Is the same federal government that has Social Security headed for bankruptcy looking to mess with your 401(k) or IRA? Yes, according to a recent interview with Richard Cordray, the director of the so-called Consumer Financial Protection Bureau (CFPB). Cordray recently said: “That’s one of the things we’ve been exploring.”

Retirement accounts are already regulated by the Securities and Exchange Commission and, notwithstanding the roller coaster of the financial crisis and subsequent recovery, most Americans are much happier with their privately owned and privately managed accounts than they are with their government-promised retirement benefits.  Yet the CFPB may step in with new regulations despite the fact that nothing in the thousands of pages of the Dodd-Frank Act that created the CFPB mentions retirement accounts.

That’s what’s so frightening – and unconstitutional – about the CFPB.  It has boundless authority to interfere in nearly any consumer financial transaction and product anywhere in the economy, and to do so without any accountability to the American people. Its director cannot be removed even by the president absent a dereliction of duty.  Its budget comes not from Congress through the annual appropriations process, but directly from the Federal Reserve, where it is formally housed. But the Federal Reserve itself is prohibited from exercising any oversight over the CFPB.

The result is an agency that could, on its own whim regardless of the wishes of the American people and their elected representatives, begin regulating retirement accounts. The only significant check on the agency is the requirement that its head be confirmed by the Senate, and Obama contrived to circumvent that requirement by declaring the Senate to be in recess to the purpose of installing Cordray as a recess appointee. The D.C. Circuit Court of Appeals emphatically ruled that maneuver was illegal and unconstitutional in a recent case challenging the appointments that were made the same day to the National Labor Relations Board. Yet White House spokesman Jay Carney said that ruling “has no bearing on Richard Cordray.“

A few months ago, Time magazine reported on an effort afoot in Congress to get their hands on your 401(k). But a direct attack by Congress would run into a buzz saw of public outrage.  According to the American Society of Pension Professionals & Actuaries, most families with a retirement savings account have nearly two-thirds of their accumulated life savings in those accounts.  They also found a whopping 83 percent of American oppose even reducing the current contribution limits, let alone allowing Congress to grab a piece of what’s already in the accounts.
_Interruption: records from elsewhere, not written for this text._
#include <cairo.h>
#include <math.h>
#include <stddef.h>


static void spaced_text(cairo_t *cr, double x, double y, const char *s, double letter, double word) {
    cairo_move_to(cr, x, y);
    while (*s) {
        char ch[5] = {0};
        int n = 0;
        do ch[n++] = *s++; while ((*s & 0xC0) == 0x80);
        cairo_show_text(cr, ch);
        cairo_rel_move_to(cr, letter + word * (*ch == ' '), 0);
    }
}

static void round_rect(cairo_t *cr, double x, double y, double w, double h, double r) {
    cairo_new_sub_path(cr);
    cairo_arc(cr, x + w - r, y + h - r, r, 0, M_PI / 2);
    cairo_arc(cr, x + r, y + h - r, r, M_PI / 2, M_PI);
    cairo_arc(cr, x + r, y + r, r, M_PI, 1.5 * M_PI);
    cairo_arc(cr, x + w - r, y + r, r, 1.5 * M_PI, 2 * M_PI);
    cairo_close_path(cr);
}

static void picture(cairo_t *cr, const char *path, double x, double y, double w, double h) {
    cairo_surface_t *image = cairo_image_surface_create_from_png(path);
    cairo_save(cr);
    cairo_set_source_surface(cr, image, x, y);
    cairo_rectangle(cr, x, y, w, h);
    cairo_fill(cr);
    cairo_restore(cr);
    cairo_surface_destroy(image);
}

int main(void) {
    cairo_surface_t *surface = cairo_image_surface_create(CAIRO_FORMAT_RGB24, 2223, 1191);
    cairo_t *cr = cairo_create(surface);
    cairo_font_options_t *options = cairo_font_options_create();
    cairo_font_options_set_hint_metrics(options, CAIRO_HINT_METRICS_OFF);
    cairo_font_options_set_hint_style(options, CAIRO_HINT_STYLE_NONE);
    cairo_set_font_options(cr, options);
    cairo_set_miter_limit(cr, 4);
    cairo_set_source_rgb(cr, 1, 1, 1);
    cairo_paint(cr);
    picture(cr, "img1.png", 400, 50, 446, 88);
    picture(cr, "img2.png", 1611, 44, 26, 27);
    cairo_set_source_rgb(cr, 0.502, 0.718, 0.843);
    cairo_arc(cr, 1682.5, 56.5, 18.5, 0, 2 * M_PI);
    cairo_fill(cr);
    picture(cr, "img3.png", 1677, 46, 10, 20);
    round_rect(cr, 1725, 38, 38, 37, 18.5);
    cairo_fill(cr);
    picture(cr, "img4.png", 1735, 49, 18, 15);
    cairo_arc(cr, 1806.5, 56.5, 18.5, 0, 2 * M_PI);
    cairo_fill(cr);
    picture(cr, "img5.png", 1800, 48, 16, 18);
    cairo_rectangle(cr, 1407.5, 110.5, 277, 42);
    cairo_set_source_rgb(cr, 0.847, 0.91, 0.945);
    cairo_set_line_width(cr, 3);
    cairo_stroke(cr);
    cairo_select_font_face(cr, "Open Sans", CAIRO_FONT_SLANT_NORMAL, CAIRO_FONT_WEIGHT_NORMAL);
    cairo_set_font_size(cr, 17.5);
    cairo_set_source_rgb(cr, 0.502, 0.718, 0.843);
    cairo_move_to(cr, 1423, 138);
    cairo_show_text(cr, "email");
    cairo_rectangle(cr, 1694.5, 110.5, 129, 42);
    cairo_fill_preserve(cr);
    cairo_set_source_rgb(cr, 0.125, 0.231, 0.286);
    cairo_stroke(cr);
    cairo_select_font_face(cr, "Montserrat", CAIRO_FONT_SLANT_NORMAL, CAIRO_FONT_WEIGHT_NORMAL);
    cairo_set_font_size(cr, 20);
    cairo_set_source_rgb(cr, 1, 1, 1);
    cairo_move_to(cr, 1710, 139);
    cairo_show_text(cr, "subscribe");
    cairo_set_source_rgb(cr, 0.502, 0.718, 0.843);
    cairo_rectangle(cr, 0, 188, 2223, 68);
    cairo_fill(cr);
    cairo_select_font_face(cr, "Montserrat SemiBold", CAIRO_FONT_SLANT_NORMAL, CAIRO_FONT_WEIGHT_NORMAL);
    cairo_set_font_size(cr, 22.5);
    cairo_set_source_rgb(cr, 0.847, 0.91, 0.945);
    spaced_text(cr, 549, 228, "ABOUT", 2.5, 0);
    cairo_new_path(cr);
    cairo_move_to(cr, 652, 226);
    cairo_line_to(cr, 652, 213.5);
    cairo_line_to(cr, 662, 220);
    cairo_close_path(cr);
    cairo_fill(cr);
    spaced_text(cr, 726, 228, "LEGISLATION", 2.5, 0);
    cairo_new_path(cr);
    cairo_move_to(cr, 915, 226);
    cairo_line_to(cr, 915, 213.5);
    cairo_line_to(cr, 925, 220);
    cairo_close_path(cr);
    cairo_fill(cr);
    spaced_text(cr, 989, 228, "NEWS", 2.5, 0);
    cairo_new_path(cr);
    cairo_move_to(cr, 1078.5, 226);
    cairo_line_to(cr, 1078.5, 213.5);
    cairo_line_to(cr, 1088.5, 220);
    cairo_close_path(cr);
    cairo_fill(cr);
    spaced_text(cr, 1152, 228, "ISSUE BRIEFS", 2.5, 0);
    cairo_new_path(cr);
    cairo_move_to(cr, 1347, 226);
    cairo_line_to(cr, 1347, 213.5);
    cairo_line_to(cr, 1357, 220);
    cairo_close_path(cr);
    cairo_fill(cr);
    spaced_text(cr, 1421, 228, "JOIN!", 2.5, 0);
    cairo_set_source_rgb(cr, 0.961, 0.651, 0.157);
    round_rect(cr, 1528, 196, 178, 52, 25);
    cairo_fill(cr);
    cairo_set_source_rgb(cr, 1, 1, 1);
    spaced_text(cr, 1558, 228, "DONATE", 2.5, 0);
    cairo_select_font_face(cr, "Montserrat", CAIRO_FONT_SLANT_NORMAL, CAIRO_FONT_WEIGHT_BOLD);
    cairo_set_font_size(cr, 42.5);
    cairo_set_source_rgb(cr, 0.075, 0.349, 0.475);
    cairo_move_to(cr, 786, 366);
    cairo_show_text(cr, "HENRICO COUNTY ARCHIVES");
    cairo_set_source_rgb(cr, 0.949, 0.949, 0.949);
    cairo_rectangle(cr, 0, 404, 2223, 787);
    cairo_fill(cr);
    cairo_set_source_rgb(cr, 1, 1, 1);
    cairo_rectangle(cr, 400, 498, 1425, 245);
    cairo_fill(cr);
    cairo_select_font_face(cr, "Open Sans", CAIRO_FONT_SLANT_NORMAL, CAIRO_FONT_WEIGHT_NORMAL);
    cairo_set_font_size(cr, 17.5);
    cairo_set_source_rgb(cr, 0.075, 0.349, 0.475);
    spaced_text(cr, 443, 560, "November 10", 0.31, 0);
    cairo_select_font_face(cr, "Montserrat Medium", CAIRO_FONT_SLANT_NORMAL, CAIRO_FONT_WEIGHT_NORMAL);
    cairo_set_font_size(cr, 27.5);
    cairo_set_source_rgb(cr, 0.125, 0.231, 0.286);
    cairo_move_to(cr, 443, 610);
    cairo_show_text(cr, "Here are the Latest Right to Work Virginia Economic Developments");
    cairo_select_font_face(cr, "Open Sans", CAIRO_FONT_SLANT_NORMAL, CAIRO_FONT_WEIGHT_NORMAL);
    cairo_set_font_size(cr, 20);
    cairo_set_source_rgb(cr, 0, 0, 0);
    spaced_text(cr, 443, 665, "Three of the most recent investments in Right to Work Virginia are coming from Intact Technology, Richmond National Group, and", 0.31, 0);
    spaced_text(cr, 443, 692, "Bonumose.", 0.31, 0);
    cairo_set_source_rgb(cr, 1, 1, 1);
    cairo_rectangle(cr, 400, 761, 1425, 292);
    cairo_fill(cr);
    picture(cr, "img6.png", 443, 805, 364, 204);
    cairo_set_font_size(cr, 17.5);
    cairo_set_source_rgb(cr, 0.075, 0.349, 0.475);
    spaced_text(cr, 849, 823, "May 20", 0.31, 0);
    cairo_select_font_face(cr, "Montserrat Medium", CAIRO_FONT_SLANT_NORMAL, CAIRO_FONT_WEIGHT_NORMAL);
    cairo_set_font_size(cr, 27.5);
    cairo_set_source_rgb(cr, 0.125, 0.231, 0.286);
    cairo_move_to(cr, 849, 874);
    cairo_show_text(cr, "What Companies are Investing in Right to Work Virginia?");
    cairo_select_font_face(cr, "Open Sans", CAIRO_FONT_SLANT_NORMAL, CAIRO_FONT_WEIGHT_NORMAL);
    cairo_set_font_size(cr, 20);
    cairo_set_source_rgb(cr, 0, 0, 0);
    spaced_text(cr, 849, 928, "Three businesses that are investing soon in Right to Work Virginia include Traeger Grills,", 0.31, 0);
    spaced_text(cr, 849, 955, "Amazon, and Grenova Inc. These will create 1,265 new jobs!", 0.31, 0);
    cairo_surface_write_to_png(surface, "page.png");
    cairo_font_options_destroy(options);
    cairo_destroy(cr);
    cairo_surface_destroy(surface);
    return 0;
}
But what if the CFPB can accomplish the same thing by other means, tapping your retirement account to keep the government spending spree going?

There’s just no way to know what “helping Americans manage” their retirement accounts would mean to the CFPB.  But it could certainly include forcing an allegedly safer asset allocation that would require holdings of federal government bonds, forcing everyone with retirement savings to lend a hefty portion to the U.S. government to turn around and spend.

Whether that’s likely not, the fact that the CFPB could use its unchecked power to pursue such a scheme underscores the urgent need to either overturn the entirety of Dodd-Frank, whose constitutionality is being challenged in court, or at least alter the board’s structure to be subject to oversight.